> **WHAT YOU HAVE TO DO**: Pull every line with the word "graph" out of the entries below.

Source records
---

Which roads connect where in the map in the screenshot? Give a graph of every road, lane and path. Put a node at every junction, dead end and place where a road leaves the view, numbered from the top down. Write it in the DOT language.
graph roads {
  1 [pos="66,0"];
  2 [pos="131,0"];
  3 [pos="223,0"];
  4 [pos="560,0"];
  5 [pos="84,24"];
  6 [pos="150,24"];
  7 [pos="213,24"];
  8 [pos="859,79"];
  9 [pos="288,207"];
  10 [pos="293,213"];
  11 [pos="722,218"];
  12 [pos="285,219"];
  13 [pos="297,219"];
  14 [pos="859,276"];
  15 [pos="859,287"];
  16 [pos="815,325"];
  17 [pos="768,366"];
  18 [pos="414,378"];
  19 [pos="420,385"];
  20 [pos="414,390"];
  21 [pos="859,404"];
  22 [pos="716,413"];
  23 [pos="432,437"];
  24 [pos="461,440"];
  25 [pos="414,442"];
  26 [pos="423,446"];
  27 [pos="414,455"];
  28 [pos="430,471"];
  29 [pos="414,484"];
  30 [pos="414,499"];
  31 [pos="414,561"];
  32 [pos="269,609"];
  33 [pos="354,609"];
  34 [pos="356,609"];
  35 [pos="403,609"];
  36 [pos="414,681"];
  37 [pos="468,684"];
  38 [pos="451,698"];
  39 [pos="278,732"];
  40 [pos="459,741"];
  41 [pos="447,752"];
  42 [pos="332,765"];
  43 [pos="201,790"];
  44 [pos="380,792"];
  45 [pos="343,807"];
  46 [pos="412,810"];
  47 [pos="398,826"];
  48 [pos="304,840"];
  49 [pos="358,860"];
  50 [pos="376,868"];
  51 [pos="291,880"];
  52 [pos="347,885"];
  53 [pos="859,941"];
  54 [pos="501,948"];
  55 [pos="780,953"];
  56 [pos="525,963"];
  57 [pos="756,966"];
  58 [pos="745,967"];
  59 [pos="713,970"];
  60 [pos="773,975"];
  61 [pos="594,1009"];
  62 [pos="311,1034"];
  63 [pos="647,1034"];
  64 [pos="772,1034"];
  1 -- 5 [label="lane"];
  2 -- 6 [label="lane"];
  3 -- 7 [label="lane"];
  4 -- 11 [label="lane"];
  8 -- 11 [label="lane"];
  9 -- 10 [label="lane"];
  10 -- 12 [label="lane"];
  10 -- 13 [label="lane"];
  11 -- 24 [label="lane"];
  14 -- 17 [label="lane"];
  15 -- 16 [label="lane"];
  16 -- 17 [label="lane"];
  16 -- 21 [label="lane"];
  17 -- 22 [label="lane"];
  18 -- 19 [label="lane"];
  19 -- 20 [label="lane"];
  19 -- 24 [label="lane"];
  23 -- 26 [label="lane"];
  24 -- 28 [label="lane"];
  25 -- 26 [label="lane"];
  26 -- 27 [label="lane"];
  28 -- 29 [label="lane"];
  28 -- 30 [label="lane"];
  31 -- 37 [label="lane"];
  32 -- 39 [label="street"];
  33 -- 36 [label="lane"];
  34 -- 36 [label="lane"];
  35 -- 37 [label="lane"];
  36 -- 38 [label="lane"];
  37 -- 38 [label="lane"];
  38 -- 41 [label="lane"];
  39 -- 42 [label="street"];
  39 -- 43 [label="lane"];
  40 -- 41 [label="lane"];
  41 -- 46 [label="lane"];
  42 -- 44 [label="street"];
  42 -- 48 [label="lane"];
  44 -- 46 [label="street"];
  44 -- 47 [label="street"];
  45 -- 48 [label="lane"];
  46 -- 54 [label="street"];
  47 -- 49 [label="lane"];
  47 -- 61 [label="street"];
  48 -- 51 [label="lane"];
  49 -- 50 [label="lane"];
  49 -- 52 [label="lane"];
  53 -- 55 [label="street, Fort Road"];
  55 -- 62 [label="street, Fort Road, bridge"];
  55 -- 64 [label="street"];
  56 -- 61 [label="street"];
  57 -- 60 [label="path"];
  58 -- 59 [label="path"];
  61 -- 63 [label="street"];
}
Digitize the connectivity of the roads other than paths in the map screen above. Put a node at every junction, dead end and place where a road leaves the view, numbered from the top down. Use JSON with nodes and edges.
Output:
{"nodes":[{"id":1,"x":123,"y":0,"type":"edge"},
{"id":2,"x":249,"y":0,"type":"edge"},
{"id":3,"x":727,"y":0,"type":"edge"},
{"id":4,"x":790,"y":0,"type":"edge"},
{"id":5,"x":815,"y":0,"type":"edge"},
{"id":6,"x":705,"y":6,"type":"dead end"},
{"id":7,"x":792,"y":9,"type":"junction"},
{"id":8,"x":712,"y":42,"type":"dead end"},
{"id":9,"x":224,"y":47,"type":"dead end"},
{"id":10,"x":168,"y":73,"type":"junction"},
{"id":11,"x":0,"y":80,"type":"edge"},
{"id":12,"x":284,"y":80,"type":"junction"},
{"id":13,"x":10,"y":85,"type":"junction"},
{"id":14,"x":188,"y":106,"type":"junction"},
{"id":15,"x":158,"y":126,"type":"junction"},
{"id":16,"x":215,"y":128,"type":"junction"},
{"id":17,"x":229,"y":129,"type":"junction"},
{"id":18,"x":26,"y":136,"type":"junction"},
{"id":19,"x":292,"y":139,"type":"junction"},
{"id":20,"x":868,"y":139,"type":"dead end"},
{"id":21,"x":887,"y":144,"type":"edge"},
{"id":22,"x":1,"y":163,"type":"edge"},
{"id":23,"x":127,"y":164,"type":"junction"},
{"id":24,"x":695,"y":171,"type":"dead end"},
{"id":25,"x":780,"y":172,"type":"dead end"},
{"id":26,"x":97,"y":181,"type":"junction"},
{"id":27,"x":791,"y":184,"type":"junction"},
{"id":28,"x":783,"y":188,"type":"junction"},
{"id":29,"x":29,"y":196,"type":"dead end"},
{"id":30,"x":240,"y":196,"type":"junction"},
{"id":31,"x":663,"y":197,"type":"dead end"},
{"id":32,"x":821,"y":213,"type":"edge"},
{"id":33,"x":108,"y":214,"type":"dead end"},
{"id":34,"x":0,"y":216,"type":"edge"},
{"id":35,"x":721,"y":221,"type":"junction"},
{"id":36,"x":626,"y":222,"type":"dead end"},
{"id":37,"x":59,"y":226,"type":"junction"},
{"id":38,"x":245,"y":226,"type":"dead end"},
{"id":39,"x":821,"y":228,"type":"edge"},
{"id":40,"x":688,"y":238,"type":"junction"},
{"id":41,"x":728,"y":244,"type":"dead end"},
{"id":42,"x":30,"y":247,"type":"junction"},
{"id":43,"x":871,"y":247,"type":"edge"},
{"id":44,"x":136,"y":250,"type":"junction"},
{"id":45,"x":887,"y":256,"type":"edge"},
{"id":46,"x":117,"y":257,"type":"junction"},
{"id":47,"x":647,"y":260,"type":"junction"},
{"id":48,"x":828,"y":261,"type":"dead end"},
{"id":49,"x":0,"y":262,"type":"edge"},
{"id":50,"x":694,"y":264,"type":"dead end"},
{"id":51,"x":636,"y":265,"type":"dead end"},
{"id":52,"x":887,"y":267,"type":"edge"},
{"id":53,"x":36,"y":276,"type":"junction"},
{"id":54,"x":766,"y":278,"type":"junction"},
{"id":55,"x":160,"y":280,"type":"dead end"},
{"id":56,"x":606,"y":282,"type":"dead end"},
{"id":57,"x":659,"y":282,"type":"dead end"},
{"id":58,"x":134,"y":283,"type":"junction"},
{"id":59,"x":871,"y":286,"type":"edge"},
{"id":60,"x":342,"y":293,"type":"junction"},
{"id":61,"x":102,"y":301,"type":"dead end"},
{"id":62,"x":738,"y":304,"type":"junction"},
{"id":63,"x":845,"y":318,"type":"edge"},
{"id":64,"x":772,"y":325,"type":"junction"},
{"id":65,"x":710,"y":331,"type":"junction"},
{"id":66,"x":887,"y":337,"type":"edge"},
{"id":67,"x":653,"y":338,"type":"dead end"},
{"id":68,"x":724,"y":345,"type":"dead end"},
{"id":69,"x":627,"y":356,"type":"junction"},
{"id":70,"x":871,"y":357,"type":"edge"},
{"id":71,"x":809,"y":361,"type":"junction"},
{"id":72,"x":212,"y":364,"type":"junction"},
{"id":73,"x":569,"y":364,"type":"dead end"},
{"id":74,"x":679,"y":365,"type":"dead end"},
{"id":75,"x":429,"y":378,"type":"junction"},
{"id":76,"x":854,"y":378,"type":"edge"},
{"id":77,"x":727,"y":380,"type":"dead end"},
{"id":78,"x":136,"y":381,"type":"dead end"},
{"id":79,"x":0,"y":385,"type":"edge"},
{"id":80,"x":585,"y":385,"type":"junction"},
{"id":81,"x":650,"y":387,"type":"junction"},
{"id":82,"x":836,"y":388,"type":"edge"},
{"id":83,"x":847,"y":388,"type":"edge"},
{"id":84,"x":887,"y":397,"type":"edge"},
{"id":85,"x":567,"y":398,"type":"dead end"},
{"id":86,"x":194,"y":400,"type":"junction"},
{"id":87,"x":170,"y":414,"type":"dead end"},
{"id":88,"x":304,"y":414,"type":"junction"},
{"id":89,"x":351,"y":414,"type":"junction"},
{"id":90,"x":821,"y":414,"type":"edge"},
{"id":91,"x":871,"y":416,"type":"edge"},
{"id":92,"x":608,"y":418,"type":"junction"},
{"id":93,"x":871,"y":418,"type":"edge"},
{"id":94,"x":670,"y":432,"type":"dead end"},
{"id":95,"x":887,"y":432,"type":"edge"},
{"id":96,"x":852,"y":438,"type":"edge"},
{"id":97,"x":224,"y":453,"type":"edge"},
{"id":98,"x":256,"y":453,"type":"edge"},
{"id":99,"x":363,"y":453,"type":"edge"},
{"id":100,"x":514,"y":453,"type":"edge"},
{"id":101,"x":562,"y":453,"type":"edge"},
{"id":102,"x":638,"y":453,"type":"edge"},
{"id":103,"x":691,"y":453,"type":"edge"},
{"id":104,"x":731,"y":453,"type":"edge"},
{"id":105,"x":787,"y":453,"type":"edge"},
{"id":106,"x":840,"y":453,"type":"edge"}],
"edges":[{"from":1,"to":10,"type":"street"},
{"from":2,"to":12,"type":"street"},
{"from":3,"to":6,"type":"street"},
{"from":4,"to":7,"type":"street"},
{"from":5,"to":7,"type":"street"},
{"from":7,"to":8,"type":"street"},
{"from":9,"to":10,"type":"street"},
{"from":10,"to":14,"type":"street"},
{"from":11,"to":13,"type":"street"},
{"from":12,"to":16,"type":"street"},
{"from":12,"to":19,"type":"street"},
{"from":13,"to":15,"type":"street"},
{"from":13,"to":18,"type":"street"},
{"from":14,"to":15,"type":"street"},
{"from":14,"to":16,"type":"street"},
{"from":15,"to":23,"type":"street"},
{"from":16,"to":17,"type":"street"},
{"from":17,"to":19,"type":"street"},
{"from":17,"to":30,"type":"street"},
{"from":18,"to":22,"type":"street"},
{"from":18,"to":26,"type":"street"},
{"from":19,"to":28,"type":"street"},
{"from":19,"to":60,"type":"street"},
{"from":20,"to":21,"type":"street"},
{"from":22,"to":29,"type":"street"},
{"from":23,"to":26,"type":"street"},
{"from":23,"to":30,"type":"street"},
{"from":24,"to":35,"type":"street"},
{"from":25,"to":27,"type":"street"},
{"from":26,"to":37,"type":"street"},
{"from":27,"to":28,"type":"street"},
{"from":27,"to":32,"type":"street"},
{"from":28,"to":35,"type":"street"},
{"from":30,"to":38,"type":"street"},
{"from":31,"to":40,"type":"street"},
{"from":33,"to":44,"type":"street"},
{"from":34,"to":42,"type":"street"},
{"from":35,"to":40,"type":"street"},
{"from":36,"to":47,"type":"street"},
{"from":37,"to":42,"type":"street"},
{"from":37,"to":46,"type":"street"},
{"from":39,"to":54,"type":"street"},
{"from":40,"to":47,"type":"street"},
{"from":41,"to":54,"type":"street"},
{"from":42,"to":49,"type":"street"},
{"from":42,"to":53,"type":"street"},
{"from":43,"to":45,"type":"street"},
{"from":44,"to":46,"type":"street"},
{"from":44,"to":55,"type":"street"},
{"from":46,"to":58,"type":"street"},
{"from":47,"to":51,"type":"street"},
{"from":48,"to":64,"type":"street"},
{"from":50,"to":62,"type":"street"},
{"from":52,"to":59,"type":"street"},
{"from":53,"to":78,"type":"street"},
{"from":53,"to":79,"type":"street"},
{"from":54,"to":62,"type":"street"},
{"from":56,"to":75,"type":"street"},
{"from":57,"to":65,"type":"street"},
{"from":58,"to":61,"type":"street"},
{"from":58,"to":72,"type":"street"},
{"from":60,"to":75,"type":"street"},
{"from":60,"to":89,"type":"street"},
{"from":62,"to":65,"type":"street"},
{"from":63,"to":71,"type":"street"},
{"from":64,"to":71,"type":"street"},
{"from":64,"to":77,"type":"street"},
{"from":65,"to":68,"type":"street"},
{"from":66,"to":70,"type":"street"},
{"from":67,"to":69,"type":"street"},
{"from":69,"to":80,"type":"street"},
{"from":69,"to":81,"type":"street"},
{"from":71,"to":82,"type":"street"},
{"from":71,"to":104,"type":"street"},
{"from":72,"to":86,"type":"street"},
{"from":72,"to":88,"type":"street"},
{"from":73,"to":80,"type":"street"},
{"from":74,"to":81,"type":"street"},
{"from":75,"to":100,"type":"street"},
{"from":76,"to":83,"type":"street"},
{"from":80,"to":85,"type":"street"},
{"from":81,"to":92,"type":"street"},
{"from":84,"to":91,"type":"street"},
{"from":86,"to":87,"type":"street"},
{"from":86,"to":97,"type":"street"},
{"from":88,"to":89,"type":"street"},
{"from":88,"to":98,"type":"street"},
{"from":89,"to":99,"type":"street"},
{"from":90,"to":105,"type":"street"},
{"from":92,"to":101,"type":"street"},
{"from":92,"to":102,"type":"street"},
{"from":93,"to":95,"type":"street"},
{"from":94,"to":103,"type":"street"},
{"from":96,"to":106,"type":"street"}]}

---

> **RESPONSE**:
Which roads connect where in the map in the screenshot? Give a graph of every road, lane and path. Put a node at every junction, dead end and place where a road leaves the view, numbered from the top down. Write it in the DOT language.
graph roads {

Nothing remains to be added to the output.